08/12/2025
Reflexión del obispo emérito Oscar Ojea para el segundo domingo de Adviento
🔸“El Señor quiere atraer nuestro corazón”
“El domingo pasado, queridos hermanos, hermanas, hablábamos de la preparación para la venida del Señor. Hoy el gran tema es la conversión.
Aparece Juan Bautista predicando en el desierto. Él es un hombre de ciudad, pero vive en el desierto. El desierto es el lugar del encuentro con Dios. El pueblo de Dios ha vivido sus experiencias más profundas en el desierto. La alianza con Dios, la fidelidad de Dios, la compañía de Dios en ese camino tan duro, tan áspero para llegar a la tierra prometida. En el desierto, si no nos agarramos de la mano de Dios, perdemos todo. Todo es inhóspito, todo es difícil, estamos como despojados. Bueno, desde ese desierto el Señor quiere atraer nuestro corazón y quiere que dejemos, aunque sea por un minuto, los ídolos a los que estamos acostumbrados a adorar en el mundo en que vivimos. El dinero, el poder, el placer a toda costa, el éxito a cualquier precio. Quiere que hagamos un profundo examen de conciencia y demos vuelta el corazón.

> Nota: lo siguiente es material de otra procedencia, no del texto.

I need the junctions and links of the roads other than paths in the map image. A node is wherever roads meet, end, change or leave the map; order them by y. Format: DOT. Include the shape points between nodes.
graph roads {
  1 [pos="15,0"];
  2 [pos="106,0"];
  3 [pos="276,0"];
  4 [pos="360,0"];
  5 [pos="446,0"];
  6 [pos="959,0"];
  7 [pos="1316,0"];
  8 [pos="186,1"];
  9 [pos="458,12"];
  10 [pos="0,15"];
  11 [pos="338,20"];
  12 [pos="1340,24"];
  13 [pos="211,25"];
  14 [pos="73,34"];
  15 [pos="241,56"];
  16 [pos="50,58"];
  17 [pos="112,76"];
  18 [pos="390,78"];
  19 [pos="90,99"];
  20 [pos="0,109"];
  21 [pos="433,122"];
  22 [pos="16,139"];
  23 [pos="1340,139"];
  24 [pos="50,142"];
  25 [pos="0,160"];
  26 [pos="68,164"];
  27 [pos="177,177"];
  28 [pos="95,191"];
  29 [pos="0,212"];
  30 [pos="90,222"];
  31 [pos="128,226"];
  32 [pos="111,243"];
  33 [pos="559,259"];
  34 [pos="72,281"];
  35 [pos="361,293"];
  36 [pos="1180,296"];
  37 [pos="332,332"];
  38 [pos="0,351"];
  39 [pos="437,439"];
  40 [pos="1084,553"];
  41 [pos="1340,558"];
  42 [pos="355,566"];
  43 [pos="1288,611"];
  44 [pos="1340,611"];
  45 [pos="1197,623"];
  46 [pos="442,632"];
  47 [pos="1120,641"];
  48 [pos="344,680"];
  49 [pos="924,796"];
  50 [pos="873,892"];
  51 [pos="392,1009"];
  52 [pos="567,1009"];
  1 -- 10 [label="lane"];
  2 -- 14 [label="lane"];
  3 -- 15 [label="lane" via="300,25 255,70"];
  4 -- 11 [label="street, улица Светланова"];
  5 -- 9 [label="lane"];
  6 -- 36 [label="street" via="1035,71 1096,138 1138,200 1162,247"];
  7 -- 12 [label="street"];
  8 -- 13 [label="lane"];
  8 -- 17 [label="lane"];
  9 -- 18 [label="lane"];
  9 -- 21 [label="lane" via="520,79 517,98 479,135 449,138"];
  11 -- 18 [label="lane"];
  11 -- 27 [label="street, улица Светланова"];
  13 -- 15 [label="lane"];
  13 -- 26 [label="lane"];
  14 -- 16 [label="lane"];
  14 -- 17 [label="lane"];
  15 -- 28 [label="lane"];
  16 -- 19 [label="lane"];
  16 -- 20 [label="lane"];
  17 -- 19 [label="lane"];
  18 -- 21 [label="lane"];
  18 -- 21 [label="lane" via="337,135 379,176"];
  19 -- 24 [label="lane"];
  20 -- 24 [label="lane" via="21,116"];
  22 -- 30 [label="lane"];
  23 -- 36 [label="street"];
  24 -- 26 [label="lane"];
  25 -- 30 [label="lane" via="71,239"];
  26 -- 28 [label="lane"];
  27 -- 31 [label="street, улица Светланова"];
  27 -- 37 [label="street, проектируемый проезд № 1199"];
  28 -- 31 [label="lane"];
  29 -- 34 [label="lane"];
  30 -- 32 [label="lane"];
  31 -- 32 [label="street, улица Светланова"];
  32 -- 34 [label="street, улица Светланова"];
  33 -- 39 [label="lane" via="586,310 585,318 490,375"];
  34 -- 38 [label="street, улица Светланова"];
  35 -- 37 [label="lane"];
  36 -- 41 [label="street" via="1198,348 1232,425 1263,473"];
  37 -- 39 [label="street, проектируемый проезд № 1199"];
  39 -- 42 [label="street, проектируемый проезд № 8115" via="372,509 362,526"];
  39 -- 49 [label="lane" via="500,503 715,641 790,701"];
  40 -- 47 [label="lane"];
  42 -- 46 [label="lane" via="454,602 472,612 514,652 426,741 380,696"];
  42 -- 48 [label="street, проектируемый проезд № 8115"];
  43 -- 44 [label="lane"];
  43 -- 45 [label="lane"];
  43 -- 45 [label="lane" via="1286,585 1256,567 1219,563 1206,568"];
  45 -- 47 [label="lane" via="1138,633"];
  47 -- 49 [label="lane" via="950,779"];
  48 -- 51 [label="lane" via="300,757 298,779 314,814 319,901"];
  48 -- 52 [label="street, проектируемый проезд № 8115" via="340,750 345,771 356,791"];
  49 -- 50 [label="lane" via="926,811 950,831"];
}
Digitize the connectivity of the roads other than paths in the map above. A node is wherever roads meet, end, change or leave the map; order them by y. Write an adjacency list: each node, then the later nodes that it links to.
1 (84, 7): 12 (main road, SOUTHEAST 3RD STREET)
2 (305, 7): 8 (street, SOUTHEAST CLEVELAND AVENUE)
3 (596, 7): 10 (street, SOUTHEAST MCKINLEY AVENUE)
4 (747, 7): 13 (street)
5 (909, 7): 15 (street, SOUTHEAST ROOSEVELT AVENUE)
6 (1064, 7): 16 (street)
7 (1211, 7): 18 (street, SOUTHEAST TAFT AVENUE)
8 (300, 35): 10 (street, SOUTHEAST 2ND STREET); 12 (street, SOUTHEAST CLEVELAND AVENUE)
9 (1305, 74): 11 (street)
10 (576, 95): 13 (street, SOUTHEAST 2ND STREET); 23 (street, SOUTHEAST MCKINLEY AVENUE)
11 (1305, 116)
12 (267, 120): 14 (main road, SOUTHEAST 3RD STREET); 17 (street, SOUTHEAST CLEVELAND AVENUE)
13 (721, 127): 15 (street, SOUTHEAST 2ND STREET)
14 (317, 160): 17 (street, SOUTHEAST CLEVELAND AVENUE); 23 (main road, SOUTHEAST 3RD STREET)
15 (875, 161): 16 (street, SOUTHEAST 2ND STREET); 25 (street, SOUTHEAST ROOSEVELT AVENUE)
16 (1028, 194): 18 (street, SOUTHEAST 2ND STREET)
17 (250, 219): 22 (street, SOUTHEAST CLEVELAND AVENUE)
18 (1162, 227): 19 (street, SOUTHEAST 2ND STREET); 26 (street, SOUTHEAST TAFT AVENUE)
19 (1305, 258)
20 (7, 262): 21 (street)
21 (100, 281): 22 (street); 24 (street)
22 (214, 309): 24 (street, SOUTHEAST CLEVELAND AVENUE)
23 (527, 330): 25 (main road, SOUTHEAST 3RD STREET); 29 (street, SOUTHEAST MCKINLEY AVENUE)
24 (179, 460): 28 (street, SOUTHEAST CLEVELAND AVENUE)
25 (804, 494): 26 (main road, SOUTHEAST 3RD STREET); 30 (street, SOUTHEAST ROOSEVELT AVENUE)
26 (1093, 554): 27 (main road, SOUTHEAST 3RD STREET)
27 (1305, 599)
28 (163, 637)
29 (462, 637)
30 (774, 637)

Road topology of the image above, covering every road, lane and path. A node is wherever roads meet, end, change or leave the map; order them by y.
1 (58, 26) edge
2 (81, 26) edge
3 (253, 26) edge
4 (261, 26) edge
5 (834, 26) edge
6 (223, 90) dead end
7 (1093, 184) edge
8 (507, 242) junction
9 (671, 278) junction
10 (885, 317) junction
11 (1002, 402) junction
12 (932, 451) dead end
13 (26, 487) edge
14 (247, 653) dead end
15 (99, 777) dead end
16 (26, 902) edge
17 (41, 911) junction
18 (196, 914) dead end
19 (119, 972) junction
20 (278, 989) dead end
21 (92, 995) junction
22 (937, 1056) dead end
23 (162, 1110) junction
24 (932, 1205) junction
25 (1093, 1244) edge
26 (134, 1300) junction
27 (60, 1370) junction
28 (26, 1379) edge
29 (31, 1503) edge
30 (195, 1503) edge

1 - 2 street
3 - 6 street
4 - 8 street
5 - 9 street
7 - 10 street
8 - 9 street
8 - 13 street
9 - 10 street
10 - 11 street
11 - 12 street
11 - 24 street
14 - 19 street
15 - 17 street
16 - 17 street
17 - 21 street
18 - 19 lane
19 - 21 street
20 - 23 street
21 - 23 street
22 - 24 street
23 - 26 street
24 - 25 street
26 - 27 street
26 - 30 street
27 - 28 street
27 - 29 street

El desierto es el lugar en donde el Señor nos seduce, seduce a su pueblo y le habla al corazón, como dice el profeta Oseas. Y allí intentar en el silencio del desierto, que es el silencio de la oración, de intentar poner el corazón en Dios, dar vuelta el corazón, ubicarlo en la misma dirección por la que Dios viene para que Dios pueda encontrarme y no me encuentre descentrado, volcado totalmente hacia afuera. Allí, dentro de mi corazón se siembra el Reino de Dios.
El Reino de Dios está cerca, va a decir Juan Bautista y lo va a repetir San Pablo, «estén alegres porque el Señor está cerca». Ese Reino de Dios comienza a estar presente en nuestro corazón, en medio nuestro, no está en el cielo solamente y llegará a ser pleno en el cielo, pero desde ahora se siembra en la tierra. No perdamos esta oportunidad de entrar en nuestro interior, de dejarnos sorprender por Dios. Dios siempre es una novedad y en esta nueva venida seguramente que nos trae algo nuevo.
Estamos enfocados muchas veces hacia cosas que nos cansan, que nos hartan en esta sociedad de consumo. Al mismo tiempo, una sociedad tremendamente violenta. El profeta va a plantear el Reino como un reino de paz, donde el lobo va a pasear con el cordero y un niño puede meter la mano en el escondite de una víbora. Son imágenes que utiliza el profeta Isaías para hablarnos de del Reino de Paz mesiánico que espera el pueblo de Israel. Esperamos un Reino de paz. Para esto tenemos que dar vuelta al corazón. Tenemos que ser conscientes de los ídolos a los que estamos tomados en esta sociedad de consumo y pedirle al Señor y a la Virgen, cuya fiesta celebraremos inmediatamente, pedirle que podamos colocar ese corazón bien orientado en la dirección de Dios.
Convertirse quiere decir hacer un giro, pero hacer un giro ´con´. Y ´con´ es examinar nuestros vínculos. Examinar nuestro vínculo con Dios, nuestro vínculo con nuestros seres queridos, nuestros vínculos con nuestros hermanos, nuestra familia, nuestros compañeros de trabajo. Son los vínculos que definen la felicidad de una vida. Que Dios los bendiga”.